What is expected - Would you repeat every line of the data exactly?

Entries provided below:

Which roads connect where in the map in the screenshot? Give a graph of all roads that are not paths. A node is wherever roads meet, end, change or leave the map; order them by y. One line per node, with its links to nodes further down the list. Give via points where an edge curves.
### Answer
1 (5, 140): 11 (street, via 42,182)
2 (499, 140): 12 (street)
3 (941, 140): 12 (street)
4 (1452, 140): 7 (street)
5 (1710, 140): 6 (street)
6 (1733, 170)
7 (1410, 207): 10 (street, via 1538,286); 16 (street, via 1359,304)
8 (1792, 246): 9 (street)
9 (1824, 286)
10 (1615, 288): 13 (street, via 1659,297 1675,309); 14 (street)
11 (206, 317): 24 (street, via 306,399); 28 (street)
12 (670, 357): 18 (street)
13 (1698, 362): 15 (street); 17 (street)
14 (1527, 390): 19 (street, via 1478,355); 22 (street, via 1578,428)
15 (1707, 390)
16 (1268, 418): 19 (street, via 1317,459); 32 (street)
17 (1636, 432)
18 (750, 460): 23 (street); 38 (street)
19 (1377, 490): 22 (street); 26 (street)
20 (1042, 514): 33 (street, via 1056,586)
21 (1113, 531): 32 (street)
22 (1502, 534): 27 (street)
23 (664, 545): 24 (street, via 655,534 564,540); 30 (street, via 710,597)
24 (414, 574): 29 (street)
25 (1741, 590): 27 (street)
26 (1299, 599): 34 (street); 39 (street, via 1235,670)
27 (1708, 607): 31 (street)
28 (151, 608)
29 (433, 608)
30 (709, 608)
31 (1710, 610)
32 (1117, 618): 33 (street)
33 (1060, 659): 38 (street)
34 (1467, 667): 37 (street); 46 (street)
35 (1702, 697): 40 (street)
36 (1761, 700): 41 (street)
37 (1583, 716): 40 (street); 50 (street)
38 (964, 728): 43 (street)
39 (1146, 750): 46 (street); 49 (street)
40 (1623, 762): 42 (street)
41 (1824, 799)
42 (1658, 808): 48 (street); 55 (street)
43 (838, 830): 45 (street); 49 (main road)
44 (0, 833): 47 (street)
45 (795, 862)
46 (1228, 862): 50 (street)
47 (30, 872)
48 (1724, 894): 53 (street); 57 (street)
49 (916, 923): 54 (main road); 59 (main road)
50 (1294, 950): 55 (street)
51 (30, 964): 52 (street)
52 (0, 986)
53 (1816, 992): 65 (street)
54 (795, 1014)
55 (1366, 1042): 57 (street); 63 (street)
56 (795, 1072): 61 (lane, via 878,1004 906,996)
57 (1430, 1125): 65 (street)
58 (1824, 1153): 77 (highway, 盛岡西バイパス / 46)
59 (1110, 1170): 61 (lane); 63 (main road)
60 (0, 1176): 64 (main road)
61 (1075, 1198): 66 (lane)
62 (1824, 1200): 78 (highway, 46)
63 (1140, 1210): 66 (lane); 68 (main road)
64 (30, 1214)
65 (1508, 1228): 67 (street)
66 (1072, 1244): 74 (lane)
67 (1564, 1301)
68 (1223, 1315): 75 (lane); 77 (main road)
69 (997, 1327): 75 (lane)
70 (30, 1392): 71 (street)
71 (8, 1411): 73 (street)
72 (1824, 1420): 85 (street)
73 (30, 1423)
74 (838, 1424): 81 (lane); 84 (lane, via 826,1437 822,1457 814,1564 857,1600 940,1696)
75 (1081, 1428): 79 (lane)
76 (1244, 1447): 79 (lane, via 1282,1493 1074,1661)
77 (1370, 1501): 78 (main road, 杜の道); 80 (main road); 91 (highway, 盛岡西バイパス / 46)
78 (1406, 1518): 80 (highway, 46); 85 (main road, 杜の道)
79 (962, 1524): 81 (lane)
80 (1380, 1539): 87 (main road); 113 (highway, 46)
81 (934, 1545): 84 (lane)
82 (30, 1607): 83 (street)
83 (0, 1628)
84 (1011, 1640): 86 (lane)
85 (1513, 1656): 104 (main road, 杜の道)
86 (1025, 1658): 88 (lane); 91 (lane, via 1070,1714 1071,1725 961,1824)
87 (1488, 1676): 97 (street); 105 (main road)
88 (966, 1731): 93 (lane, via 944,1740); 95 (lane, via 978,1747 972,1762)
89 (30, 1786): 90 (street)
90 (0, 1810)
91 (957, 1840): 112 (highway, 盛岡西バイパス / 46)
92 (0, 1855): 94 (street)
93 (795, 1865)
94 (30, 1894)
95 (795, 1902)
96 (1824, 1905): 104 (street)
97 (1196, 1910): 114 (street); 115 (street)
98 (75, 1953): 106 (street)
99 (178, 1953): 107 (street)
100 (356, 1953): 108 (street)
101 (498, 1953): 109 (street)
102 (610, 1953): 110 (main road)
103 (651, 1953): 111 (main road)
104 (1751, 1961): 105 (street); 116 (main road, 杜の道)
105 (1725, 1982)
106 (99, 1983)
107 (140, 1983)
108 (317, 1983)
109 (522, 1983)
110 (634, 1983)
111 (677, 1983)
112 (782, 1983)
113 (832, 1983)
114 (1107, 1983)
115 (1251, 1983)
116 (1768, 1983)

End of Entries provided.

Problem solution -
Which roads connect where in the map in the screenshot? Give a graph of all roads that are not paths. A node is wherever roads meet, end, change or leave the map; order them by y. One line per node, with its links to nodes further down the list. Give via points where an edge curves.
### Answer
1 (5, 140): 11 (street, via 42,182)
2 (499, 140): 12 (street)
3 (941, 140): 12 (street)
4 (1452, 140): 7 (street)
5 (1710, 140): 6 (street)
6 (1733, 170)
7 (1410, 207): 10 (street, via 1538,286); 16 (street, via 1359,304)
8 (1792, 246): 9 (street)
9 (1824, 286)
10 (1615, 288): 13 (street, via 1659,297 1675,309); 14 (street)
11 (206, 317): 24 (street, via 306,399); 28 (street)
12 (670, 357): 18 (street)
13 (1698, 362): 15 (street); 17 (street)
14 (1527, 390): 19 (street, via 1478,355); 22 (street, via 1578,428)
15 (1707, 390)
16 (1268, 418): 19 (street, via 1317,459); 32 (street)
17 (1636, 432)
18 (750, 460): 23 (street); 38 (street)
19 (1377, 490): 22 (street); 26 (street)
20 (1042, 514): 33 (street, via 1056,586)
21 (1113, 531): 32 (street)
22 (1502, 534): 27 (street)
23 (664, 545): 24 (street, via 655,534 564,540); 30 (street, via 710,597)
24 (414, 574): 29 (street)
25 (1741, 590): 27 (street)
26 (1299, 599): 34 (street); 39 (street, via 1235,670)
27 (1708, 607): 31 (street)
28 (151, 608)
29 (433, 608)
30 (709, 608)
31 (1710, 610)
32 (1117, 618): 33 (street)
33 (1060, 659): 38 (street)
34 (1467, 667): 37 (street); 46 (street)
35 (1702, 697): 40 (street)
36 (1761, 700): 41 (street)
37 (1583, 716): 40 (street); 50 (street)
38 (964, 728): 43 (street)
39 (1146, 750): 46 (street); 49 (street)
40 (1623, 762): 42 (street)
41 (1824, 799)
42 (1658, 808): 48 (street); 55 (street)
43 (838, 830): 45 (street); 49 (main road)
44 (0, 833): 47 (street)
45 (795, 862)
46 (1228, 862): 50 (street)
47 (30, 872)
48 (1724, 894): 53 (street); 57 (street)
49 (916, 923): 54 (main road); 59 (main road)
50 (1294, 950): 55 (street)
51 (30, 964): 52 (street)
52 (0, 986)
53 (1816, 992): 65 (street)
54 (795, 1014)
55 (1366, 1042): 57 (street); 63 (street)
56 (795, 1072): 61 (lane, via 878,1004 906,996)
57 (1430, 1125): 65 (street)
58 (1824, 1153): 77 (highway, 盛岡西バイパス / 46)
59 (1110, 1170): 61 (lane); 63 (main road)
60 (0, 1176): 64 (main road)
61 (1075, 1198): 66 (lane)
62 (1824, 1200): 78 (highway, 46)
63 (1140, 1210): 66 (lane); 68 (main road)
64 (30, 1214)
65 (1508, 1228): 67 (street)
66 (1072, 1244): 74 (lane)
67 (1564, 1301)
68 (1223, 1315): 75 (lane); 77 (main road)
69 (997, 1327): 75 (lane)
70 (30, 1392): 71 (street)
71 (8, 1411): 73 (street)
72 (1824, 1420): 85 (street)
73 (30, 1423)
74 (838, 1424): 81 (lane); 84 (lane, via 826,1437 822,1457 814,1564 857,1600 940,1696)
75 (1081, 1428): 79 (lane)
76 (1244, 1447): 79 (lane, via 1282,1493 1074,1661)
77 (1370, 1501): 78 (main road, 杜の道); 80 (main road); 91 (highway, 盛岡西バイパス / 46)
78 (1406, 1518): 80 (highway, 46); 85 (main road, 杜の道)
79 (962, 1524): 81 (lane)
80 (1380, 1539): 87 (main road); 113 (highway, 46)
81 (934, 1545): 84 (lane)
82 (30, 1607): 83 (street)
83 (0, 1628)
84 (1011, 1640): 86 (lane)
85 (1513, 1656): 104 (main road, 杜の道)
86 (1025, 1658): 88 (lane); 91 (lane, via 1070,1714 1071,1725 961,1824)
87 (1488, 1676): 97 (street); 105 (main road)
88 (966, 1731): 93 (lane, via 944,1740); 95 (lane, via 978,1747 972,1762)
89 (30, 1786): 90 (street)
90 (0, 1810)
91 (957, 1840): 112 (highway, 盛岡西バイパス / 46)
92 (0, 1855): 94 (street)
93 (795, 1865)
94 (30, 1894)
95 (795, 1902)
96 (1824, 1905): 104 (street)
97 (1196, 1910): 114 (street); 115 (street)
98 (75, 1953): 106 (street)
99 (178, 1953): 107 (street)
100 (356, 1953): 108 (street)
101 (498, 1953): 109 (street)
102 (610, 1953): 110 (main road)
103 (651, 1953): 111 (main road)
104 (1751, 1961): 105 (street); 116 (main road, 杜の道)
105 (1725, 1982)
106 (99, 1983)
107 (140, 1983)
108 (317, 1983)
109 (522, 1983)
110 (634, 1983)
111 (677, 1983)
112 (782, 1983)
113 (832, 1983)
114 (1107, 1983)
115 (1251, 1983)
116 (1768, 1983)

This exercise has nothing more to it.